Say how many lines of the material below contain the word "graph", with no other words.

********

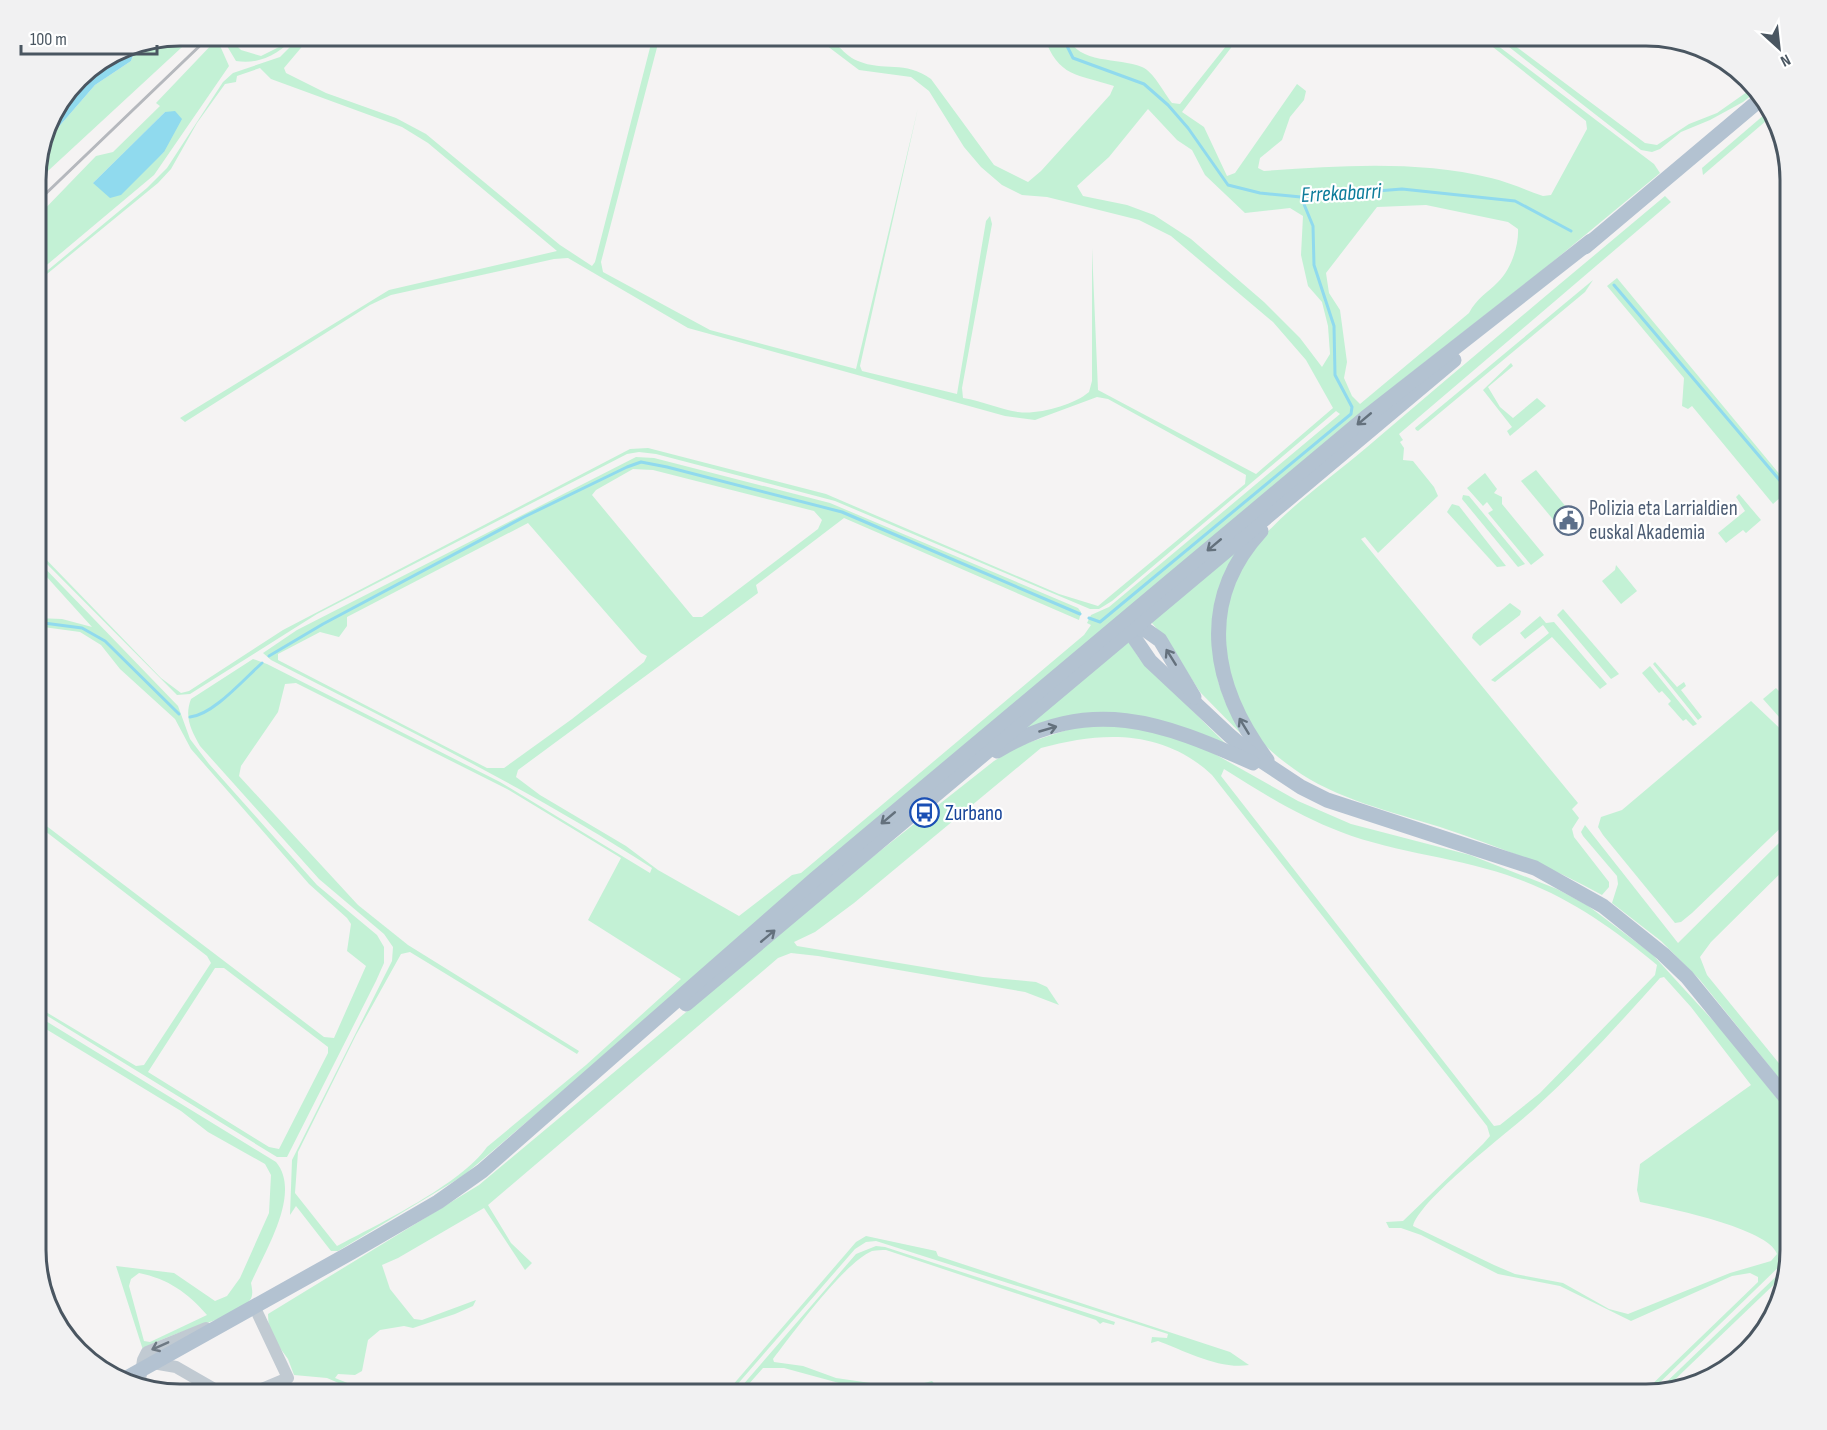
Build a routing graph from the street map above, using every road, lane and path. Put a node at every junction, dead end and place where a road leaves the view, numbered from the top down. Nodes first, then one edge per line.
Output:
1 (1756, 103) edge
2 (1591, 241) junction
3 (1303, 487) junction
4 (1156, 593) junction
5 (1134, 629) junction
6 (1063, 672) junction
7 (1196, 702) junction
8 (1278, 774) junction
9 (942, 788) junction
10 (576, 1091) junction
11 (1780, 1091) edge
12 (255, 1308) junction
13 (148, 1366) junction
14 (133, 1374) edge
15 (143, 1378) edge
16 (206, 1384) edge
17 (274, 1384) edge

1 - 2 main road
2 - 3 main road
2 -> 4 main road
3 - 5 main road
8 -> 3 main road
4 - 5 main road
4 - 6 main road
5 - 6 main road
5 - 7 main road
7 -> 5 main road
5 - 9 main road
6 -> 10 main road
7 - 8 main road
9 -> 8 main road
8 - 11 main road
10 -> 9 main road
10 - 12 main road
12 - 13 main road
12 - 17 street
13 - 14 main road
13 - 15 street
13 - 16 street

********

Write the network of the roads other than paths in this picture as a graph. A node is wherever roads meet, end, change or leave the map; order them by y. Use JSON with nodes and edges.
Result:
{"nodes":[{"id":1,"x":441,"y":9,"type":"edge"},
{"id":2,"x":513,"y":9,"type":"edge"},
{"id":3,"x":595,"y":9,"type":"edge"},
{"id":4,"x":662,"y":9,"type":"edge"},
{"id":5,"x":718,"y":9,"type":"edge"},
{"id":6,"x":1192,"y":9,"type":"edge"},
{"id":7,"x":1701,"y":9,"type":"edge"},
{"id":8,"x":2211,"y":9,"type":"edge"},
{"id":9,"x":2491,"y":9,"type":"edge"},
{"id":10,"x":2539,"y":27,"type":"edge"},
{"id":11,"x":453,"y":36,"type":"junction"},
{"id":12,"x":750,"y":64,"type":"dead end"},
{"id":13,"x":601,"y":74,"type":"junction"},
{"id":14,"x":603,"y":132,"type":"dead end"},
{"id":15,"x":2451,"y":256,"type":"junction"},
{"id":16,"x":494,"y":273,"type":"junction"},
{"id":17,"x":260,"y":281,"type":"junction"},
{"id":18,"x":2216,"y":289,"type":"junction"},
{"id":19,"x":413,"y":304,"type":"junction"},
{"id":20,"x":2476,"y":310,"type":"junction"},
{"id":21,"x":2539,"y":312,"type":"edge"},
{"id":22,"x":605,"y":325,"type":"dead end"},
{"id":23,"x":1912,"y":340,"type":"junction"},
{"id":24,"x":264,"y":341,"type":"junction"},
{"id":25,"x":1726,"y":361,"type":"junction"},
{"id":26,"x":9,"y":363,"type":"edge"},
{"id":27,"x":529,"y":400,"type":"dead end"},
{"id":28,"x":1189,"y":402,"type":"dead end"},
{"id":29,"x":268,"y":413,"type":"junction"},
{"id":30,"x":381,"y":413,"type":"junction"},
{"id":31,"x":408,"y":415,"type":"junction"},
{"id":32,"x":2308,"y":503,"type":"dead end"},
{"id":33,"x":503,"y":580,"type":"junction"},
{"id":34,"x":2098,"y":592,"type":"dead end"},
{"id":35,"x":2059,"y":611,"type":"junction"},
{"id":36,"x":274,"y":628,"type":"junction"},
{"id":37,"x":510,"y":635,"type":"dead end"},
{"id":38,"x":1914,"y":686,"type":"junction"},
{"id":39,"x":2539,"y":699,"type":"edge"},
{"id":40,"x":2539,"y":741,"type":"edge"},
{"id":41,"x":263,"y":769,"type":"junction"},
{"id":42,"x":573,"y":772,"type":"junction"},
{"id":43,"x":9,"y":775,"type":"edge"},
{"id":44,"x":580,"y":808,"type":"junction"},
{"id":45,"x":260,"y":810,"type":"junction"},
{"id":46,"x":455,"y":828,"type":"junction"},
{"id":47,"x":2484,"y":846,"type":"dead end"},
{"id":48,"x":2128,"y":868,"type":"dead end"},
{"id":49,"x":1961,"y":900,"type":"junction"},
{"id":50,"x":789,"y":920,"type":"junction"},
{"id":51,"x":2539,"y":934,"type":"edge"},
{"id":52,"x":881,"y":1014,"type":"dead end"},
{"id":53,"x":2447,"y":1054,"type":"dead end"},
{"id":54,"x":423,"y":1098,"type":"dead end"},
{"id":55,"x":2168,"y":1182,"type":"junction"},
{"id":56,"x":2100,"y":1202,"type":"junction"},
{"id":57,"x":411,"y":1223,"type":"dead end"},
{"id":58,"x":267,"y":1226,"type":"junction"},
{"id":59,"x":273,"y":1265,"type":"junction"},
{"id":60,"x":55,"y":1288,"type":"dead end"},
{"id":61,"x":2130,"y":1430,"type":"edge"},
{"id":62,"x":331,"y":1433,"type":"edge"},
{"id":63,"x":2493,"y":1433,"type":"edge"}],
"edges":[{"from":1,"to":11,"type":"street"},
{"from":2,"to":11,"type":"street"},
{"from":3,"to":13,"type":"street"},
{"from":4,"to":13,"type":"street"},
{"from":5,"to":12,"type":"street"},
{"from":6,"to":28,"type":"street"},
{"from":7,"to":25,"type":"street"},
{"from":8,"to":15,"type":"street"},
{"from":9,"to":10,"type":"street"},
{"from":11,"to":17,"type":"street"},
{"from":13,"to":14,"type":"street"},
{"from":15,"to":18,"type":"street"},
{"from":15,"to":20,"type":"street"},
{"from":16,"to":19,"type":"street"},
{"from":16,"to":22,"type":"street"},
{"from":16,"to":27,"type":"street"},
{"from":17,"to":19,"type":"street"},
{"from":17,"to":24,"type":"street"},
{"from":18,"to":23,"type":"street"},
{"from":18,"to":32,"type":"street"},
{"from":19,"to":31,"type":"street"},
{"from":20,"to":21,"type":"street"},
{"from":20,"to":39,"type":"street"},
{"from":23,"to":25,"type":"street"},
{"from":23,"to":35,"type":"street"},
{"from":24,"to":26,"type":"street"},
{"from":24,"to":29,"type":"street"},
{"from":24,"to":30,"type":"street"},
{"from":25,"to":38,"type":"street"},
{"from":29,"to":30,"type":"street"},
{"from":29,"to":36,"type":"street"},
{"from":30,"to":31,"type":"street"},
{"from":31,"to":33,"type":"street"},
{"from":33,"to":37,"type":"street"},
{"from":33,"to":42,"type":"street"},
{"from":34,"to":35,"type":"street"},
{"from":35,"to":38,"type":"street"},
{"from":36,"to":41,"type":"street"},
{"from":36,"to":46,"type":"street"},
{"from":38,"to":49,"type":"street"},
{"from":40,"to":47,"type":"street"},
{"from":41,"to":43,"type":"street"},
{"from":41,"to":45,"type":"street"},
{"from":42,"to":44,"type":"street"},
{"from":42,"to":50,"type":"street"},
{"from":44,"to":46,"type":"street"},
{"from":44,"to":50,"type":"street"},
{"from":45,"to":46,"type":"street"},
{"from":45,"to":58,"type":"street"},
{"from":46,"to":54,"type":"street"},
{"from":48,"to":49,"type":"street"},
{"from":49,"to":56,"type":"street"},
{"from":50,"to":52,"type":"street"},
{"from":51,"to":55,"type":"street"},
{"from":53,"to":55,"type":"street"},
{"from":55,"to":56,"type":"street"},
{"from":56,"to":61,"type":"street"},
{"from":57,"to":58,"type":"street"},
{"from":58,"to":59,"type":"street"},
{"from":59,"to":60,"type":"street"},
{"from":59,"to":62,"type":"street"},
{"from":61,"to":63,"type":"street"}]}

********

_THE ANSWER_
2